Bu yöntem, araştırmacılara beklenti ile gerçek deneyimi karşılaştırma imkânı sundu. Araştırmacılar, “Başka bir kişinin önünde ağladığınız bir zamanı tarif edebilir misiniz?” gibi hassas konuların konuşulmasını teşvik eden sorular yönelttiler. Bu ilk deney serisinde, katılımcılar bir yabancıyı dinleme hususunda kendi ilgilerini ve partnerlerinin kendi yanıtlarına duydukları ilgiyi azımsamaya daha yatkındı. Katılımcıların beklediği düzeyde bir tuhaflık mevcut değildi ve aynı zamanda kendilerini öngörülenden daha ilişkili ve keyifli hissettiler.

Diğer deney serileri, (sohbetlerin samimiyetini çeşitli yönlendirmelerle manipüle ederek) sığ sohbetleri daha derin sohbetlerle karşılaştırırken, aynı zamanda aile ve yakın arkadaşlarla gerçekleştirilen sohbetleri de yabancılarla yapılanlarla karşılaştırdı. Katılımcıların, yakın arkadaşları ya da aileleriyle, bu kişilerden daha fazla ilgi ve alâka görecekleri daha derin sohbetler gerçekleştirme yönündeki beklentileri daha doğruydu.

ÇOĞU İNSAN SIĞ İLİŞKİLERDEN ŞİKAYETÇİ

Araştırmacılar, katılımcıların yabancılarla gerçekleştirdikleri derin sohbetlerin sonuçlarını yanlış anlama ihtimali olup olmadığını, yabancılarla görece daha derin konuşmaların daha güçlü bağlar kurup kuramayacağını ve insanların ilgi ve alâka beklentilerinin yabancılarla daha anlamlı sohbetler gerçekleştirmeleri önünde psikolojik engeller yaratıp yaratmayacağını görmek istediler. Araştırma makalesinin yazarları, “Deneylerimiz, insanların derin sohbetler söz konusu olduğunda başka insanların ilgisini ve endişesini sistematik biçimde hafife alıp almadıklarını test ediyor” diyorlar.

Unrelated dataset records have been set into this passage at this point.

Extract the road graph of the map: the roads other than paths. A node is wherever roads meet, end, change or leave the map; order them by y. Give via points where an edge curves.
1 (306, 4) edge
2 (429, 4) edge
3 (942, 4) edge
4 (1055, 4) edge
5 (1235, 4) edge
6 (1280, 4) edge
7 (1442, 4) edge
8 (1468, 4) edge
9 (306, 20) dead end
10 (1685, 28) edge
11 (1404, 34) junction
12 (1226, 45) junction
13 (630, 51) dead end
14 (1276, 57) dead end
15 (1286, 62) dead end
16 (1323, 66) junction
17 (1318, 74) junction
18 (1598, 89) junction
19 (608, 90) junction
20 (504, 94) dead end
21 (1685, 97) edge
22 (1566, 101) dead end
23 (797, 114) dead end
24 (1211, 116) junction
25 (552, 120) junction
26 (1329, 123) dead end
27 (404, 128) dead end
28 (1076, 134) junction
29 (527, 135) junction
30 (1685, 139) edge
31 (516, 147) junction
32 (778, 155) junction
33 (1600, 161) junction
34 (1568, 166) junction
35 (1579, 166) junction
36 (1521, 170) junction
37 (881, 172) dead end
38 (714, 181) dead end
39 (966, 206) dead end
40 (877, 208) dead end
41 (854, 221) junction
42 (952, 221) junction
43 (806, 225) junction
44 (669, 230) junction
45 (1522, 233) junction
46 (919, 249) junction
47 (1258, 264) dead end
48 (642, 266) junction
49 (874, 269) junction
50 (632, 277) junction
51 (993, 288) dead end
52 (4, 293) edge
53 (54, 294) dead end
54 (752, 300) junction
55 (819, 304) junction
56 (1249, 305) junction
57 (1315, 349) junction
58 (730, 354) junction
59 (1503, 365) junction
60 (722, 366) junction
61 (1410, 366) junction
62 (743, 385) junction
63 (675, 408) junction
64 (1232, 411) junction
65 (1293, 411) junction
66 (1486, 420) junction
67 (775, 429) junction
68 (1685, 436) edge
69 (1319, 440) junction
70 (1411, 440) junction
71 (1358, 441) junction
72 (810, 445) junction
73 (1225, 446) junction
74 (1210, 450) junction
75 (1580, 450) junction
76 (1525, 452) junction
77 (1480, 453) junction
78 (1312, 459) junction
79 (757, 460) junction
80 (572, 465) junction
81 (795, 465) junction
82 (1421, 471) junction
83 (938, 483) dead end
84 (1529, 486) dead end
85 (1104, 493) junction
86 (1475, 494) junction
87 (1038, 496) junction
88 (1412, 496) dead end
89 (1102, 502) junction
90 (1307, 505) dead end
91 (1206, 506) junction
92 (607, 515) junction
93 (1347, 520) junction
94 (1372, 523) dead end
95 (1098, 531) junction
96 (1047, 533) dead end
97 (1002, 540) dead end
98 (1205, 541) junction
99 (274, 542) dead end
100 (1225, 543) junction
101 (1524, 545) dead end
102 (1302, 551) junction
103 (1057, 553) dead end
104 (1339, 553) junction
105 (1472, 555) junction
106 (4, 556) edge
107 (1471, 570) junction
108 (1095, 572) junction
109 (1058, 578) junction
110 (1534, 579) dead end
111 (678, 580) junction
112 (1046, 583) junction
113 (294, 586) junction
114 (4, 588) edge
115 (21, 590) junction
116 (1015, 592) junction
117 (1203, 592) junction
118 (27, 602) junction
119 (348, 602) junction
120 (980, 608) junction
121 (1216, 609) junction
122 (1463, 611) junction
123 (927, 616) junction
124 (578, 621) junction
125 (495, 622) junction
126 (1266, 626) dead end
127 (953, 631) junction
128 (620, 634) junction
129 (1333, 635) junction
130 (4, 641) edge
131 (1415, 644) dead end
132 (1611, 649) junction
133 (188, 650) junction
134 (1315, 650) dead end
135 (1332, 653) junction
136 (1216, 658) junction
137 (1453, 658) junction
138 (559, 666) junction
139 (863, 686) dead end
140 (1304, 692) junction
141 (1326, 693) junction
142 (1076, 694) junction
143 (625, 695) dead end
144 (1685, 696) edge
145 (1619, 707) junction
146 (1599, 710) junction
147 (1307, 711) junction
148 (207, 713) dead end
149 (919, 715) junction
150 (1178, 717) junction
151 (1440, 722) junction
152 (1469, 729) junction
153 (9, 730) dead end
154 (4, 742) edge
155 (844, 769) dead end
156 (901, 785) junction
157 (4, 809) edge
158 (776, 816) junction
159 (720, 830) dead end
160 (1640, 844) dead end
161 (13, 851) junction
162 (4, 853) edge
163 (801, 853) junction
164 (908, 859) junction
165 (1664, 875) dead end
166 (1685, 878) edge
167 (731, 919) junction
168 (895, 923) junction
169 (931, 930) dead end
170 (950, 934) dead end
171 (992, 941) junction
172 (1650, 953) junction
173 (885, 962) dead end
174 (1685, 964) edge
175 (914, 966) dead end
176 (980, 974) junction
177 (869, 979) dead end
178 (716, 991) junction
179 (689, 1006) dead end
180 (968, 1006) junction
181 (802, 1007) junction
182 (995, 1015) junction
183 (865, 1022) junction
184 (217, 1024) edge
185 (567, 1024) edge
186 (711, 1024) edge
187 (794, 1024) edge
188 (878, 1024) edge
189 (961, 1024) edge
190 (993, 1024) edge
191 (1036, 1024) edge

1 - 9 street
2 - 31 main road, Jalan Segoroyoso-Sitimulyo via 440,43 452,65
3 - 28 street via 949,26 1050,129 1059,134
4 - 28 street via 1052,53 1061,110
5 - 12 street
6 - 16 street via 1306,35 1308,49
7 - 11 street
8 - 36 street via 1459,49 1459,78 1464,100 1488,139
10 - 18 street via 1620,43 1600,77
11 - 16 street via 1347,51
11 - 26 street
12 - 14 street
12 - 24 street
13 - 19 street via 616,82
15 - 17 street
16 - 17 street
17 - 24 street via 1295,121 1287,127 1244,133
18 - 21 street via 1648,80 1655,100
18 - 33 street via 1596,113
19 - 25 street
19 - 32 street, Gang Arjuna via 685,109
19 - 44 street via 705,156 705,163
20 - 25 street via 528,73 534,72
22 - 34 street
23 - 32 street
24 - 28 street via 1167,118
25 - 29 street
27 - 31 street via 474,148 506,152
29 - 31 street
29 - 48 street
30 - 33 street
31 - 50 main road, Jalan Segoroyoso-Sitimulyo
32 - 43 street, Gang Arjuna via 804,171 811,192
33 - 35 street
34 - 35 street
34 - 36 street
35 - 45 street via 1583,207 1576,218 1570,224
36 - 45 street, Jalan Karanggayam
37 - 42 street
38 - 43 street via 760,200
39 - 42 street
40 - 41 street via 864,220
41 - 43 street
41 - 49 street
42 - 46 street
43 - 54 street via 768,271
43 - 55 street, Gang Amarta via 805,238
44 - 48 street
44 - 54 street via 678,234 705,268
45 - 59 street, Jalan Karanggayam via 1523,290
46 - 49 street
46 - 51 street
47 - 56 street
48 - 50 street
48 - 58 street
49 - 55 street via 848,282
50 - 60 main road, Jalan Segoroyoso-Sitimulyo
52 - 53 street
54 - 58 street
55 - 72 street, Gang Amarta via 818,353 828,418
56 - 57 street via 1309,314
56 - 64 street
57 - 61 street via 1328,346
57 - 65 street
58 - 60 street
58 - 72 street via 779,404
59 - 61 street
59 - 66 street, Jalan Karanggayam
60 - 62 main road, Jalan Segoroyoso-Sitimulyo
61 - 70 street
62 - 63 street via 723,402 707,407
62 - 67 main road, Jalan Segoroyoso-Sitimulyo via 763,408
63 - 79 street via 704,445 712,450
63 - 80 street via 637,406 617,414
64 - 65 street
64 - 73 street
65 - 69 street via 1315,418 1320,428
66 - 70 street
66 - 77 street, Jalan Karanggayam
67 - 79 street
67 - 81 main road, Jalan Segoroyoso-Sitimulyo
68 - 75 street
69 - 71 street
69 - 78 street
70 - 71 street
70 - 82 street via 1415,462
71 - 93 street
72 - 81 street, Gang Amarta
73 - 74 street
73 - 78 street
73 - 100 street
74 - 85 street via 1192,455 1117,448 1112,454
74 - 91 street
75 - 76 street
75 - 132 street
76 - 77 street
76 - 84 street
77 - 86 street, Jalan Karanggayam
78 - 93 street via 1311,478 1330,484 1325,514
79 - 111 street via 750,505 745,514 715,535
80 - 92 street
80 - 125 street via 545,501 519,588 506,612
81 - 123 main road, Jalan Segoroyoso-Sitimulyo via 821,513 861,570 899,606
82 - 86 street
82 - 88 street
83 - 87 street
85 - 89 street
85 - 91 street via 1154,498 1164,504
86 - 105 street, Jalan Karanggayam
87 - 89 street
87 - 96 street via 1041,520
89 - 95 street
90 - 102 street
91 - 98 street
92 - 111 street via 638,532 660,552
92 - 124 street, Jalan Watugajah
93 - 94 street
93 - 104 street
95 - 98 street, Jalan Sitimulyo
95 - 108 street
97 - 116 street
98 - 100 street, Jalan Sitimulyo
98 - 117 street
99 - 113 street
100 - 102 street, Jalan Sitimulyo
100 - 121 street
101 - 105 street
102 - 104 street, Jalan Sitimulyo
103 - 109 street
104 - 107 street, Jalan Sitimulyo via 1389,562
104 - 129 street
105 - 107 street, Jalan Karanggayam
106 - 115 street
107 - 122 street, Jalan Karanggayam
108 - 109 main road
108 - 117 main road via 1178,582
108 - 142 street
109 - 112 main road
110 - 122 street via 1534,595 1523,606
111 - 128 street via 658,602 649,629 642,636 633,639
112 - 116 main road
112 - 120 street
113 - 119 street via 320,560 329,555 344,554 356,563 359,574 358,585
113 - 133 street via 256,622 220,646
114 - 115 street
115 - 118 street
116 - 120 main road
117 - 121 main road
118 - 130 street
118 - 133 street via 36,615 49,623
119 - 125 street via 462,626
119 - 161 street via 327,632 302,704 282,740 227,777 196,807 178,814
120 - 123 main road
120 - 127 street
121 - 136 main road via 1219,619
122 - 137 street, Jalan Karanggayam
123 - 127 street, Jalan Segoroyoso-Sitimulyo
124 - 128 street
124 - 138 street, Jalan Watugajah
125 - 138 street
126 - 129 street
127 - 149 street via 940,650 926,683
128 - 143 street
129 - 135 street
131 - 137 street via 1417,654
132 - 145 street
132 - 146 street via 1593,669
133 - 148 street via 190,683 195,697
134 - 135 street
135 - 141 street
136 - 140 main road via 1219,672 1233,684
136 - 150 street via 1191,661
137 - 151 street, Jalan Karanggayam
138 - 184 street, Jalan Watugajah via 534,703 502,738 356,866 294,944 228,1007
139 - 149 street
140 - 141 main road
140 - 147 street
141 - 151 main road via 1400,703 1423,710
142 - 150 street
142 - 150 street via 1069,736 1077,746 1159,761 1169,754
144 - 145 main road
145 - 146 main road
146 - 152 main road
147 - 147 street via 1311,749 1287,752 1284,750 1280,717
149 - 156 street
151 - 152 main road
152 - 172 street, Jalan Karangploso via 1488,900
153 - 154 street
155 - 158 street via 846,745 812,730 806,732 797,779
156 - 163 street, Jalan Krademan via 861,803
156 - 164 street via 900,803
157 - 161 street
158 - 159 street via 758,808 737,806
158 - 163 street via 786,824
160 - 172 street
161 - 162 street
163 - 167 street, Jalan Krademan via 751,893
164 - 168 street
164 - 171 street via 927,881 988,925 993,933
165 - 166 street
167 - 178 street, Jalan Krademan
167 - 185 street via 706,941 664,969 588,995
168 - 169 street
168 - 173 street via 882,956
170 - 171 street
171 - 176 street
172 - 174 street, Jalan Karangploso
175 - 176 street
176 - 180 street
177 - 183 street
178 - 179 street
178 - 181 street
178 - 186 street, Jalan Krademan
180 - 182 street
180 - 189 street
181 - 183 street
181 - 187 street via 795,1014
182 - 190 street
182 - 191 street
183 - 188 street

Katılımcılar aynı zamanda, daha sevecen bir sohbet arkadaşı beklediklerinde daha derinlikli sorular seçtiler ve böylece, yazarların, bir insanın başkalarının sosyalliğine ilişkin hatalı beklentilerinin, yabancılarla daha derin sohbetler gerçekleştirmeleri önünde psikolojik bir engel gibi hareket edebileceği hipotezini desteklediler.

İnsanların genel refah durumu, sosyal ilişkilerinin kalitesiyle sıkı sıkıya bağlantılıdır. Hâl böyleyken, güçlü ilişkiler kurmaya ve sürdürmeye yönelik güçlü arzularımız olması şaşırtıcı değil gibi görünüyor. Bunun gibi ilişkilere çoğu zaman içten ve savunmasız sohbetler aracılığıyla ulaşırız. Araştırmaya katılan kişiler, günlük hayatlarında şu anda yaşadıklarından daha derin etkileşimler yaşamak istediklerini de dile getirdiler.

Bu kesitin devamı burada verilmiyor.